Supplied records:
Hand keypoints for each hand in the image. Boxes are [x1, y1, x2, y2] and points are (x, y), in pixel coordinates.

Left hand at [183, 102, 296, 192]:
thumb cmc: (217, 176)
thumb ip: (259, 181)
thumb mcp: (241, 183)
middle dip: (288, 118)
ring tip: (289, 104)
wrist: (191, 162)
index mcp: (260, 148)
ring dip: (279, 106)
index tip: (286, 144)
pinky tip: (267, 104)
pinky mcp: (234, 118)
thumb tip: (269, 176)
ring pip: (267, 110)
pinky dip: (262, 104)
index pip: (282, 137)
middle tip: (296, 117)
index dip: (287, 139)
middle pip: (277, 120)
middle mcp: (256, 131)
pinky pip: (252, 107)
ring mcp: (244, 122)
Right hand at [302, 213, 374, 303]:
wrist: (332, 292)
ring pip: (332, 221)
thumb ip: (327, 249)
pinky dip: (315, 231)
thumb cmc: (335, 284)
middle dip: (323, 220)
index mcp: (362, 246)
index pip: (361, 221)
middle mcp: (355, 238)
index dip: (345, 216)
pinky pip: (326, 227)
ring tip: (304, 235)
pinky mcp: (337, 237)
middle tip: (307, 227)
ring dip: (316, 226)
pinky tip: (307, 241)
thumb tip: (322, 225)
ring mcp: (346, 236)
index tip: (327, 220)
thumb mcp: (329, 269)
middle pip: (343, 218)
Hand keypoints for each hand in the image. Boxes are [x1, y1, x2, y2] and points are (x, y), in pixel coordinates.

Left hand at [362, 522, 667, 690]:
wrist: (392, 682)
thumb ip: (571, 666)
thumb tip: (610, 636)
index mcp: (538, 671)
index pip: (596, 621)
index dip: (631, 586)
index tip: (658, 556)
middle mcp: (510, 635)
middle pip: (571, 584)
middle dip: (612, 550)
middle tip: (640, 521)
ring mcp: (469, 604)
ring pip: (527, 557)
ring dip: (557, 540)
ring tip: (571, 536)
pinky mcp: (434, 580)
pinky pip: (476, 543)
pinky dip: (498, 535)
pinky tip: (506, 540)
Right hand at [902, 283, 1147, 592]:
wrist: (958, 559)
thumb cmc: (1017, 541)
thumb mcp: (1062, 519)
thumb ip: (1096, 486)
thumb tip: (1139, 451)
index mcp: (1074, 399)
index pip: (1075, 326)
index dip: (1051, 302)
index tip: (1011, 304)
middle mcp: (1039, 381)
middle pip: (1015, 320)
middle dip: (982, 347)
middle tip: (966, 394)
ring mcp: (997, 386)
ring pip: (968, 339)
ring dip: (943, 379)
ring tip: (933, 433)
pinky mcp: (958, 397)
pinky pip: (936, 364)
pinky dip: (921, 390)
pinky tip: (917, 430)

==

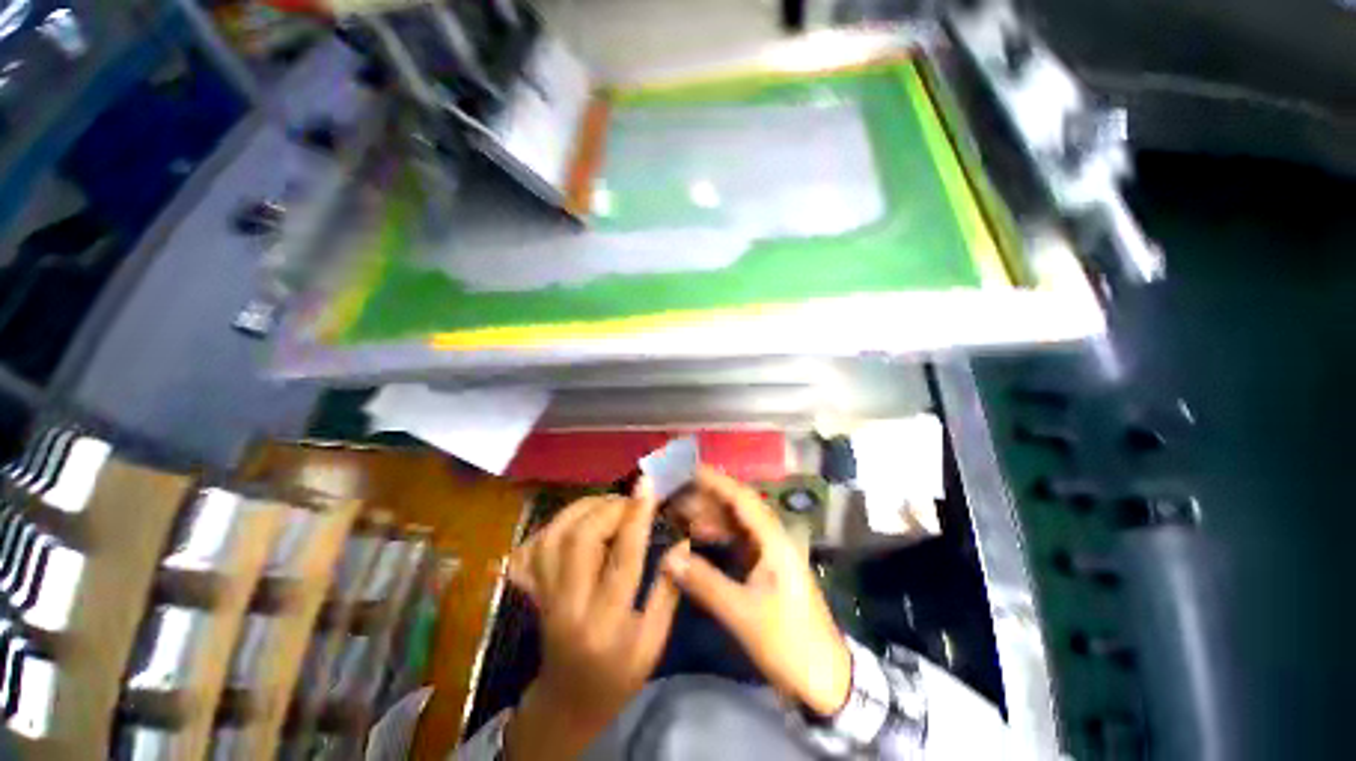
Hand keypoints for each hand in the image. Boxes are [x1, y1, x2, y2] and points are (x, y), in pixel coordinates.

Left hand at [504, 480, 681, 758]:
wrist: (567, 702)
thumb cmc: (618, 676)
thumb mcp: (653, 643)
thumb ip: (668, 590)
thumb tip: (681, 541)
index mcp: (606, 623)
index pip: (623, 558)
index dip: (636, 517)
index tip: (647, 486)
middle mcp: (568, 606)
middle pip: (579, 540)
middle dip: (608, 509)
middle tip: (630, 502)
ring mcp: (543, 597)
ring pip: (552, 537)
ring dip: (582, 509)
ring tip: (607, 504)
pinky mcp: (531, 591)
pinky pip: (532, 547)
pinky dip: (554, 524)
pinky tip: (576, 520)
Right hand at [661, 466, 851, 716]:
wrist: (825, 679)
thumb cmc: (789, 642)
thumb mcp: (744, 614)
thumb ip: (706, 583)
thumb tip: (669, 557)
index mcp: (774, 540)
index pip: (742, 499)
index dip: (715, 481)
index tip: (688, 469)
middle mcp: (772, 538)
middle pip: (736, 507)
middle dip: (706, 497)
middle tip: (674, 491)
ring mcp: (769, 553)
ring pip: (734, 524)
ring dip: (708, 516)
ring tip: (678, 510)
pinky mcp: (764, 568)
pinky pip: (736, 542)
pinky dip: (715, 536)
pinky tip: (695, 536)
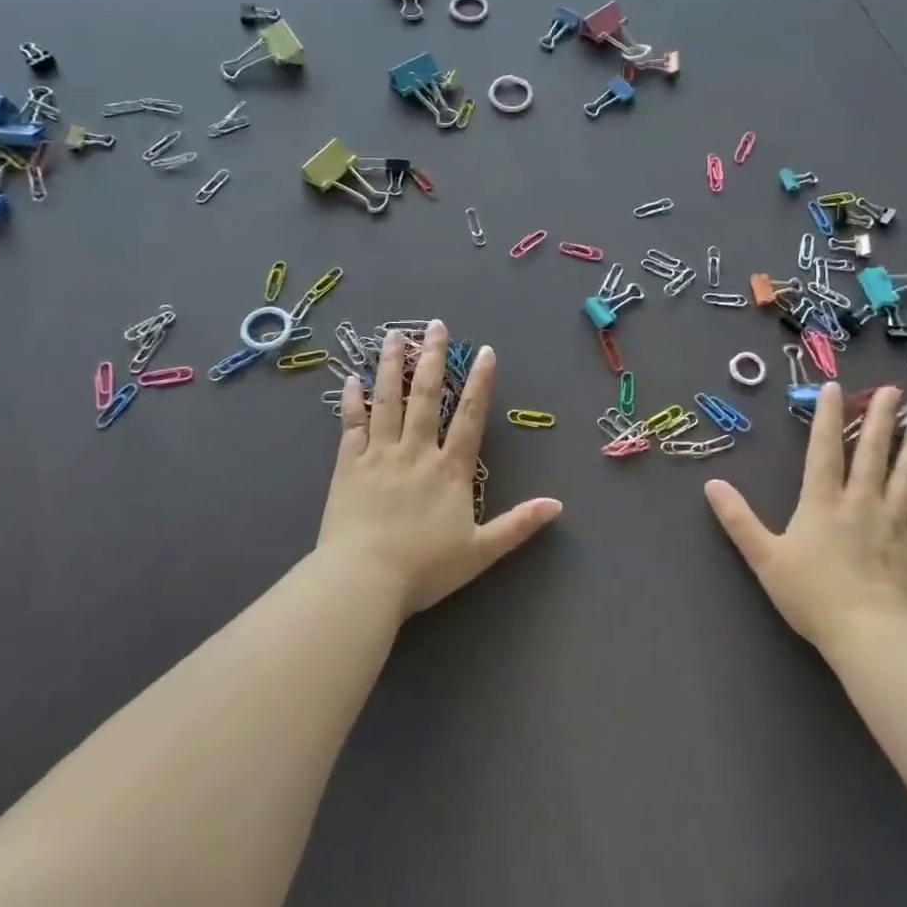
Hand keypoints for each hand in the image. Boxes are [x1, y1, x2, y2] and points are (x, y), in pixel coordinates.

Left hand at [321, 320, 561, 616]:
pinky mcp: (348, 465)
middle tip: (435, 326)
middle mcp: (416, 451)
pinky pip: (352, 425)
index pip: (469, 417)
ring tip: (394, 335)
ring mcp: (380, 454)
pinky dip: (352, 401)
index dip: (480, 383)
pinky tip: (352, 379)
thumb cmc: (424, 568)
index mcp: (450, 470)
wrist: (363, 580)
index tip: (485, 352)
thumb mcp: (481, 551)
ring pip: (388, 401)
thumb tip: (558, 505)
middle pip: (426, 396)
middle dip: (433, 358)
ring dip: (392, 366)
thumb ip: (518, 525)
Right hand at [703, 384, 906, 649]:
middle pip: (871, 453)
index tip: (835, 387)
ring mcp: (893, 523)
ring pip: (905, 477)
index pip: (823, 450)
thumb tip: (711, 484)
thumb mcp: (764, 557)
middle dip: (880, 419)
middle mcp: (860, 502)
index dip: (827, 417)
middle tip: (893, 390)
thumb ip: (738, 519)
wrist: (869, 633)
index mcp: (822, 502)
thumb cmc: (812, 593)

Instructions for the task:
Using the listing above, show every line that includes the string "Right".

Exercise output:
Right hand at [302, 213, 374, 303]:
Right hand at [902, 283, 1147, 592]:
Right hand at [661, 466, 851, 716]:
Right hand at [703, 384, 906, 649]:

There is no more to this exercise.